Murine anaphylaxis to food requires cysteinyl leukotriene-mediated absorption of allergens in the gut

Food-specific IgE triggers life-threatening anaphylaxis; however, some people with food-specific IgE are asymptomatic upon allergen consumption. Using murine food allergy models, we discovered an unexpected pathway regulating the ability of food allergens to trigger anaphylaxis. C57BL/6 mice are uniquely resistant to anaphylaxis when challenged orally; we show that their gut barrier was impermeable to food allergens relative to anaphylaxis-susceptible strains, even prior to allergic sensitization.
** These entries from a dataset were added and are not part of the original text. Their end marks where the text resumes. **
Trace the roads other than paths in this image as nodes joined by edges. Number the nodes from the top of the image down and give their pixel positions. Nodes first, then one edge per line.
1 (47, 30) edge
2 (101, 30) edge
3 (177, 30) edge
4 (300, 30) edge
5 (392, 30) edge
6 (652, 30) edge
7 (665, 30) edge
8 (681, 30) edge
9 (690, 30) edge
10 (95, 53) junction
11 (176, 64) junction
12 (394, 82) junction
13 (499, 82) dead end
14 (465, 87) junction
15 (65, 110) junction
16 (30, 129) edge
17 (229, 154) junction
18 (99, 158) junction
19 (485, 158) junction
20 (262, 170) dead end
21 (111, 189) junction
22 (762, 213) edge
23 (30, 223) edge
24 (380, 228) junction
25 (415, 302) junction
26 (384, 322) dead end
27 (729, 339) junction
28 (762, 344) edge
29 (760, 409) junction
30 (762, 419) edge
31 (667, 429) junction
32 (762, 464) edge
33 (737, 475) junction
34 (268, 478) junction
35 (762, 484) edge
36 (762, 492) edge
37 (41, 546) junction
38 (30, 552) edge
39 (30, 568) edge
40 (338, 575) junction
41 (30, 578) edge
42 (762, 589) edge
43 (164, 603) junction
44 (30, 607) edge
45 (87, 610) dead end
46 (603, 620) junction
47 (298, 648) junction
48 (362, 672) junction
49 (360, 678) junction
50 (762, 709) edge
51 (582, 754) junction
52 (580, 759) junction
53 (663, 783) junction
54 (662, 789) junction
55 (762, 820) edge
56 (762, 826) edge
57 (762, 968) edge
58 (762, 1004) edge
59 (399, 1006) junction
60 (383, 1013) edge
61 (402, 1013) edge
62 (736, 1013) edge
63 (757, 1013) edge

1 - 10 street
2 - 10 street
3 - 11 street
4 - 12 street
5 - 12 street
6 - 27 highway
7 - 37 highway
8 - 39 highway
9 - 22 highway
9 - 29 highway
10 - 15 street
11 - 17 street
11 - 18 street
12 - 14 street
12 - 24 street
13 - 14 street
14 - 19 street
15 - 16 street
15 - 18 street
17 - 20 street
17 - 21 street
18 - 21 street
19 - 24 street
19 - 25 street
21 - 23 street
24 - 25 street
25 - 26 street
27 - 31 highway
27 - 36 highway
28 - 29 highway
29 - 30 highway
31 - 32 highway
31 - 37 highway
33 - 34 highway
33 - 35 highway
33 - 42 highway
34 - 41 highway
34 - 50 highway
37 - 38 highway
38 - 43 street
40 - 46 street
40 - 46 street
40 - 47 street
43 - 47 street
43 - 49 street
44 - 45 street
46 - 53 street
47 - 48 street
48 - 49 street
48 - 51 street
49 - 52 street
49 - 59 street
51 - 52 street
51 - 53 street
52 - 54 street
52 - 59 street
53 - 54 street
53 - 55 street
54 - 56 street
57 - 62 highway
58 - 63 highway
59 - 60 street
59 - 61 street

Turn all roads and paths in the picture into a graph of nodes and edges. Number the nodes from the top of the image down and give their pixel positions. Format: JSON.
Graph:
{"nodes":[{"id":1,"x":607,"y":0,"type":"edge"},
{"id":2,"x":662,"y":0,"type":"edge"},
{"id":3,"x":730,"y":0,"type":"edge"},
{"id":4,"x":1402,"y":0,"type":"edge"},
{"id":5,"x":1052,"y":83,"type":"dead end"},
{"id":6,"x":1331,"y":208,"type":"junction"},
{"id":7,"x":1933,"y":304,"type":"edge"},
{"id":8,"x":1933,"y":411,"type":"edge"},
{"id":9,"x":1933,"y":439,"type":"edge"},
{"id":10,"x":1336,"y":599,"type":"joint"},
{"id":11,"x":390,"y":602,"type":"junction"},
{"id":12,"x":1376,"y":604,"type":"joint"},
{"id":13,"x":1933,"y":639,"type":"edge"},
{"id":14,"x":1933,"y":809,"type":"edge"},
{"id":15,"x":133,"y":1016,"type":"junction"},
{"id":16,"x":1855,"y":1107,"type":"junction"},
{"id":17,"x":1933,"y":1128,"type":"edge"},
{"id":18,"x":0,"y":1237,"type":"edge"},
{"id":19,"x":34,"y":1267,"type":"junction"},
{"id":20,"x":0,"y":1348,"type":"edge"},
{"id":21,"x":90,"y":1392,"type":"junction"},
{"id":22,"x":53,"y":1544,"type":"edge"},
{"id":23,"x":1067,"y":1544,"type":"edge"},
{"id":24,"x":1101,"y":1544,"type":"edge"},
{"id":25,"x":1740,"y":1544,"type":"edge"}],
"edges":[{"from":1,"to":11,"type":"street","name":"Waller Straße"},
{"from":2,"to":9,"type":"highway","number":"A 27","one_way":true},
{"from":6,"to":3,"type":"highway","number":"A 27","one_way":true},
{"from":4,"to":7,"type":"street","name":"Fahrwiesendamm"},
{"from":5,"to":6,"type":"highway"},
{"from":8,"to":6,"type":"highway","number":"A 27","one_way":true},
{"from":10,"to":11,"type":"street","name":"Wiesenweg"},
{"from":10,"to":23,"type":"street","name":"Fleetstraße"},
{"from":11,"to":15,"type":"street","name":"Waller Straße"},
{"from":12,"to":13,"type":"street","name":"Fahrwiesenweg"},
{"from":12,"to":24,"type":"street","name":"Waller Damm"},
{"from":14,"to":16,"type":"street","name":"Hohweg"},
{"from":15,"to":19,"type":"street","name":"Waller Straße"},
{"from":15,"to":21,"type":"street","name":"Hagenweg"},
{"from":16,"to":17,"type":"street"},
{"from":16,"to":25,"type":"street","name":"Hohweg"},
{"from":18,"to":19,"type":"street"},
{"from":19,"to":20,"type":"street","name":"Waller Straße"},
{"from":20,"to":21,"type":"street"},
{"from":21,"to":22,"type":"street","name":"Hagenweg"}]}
In a forward genetic screen, oral anaphylaxis resistance correlated with Dipeptidase1 (Dpep1) allelic variants. DPEP1 is expressed in intestinal epithelium and catabolizes leukotriene D4. Blocking DPEP1 with cilastatin enhanced allergen absorption in resistant mice. Conversely, pre-treatment of susceptible mice with a leukotriene synthesis inhibitor, zileuton, abrogated allergen absorption and subsequent oral anaphylaxis. Inhibiting leukotrienes may be a novel treatment for food allergy. Overall design: 16S RNA-Sequencing of stool samples of N2-generation mice created by crossing C57BL/6 and C3H/HeJ mice together, and after 6 weeks of sensitization to peanut. Samples were collected from 6 mice suceptible and 12 mice resistant to oral analyphatic.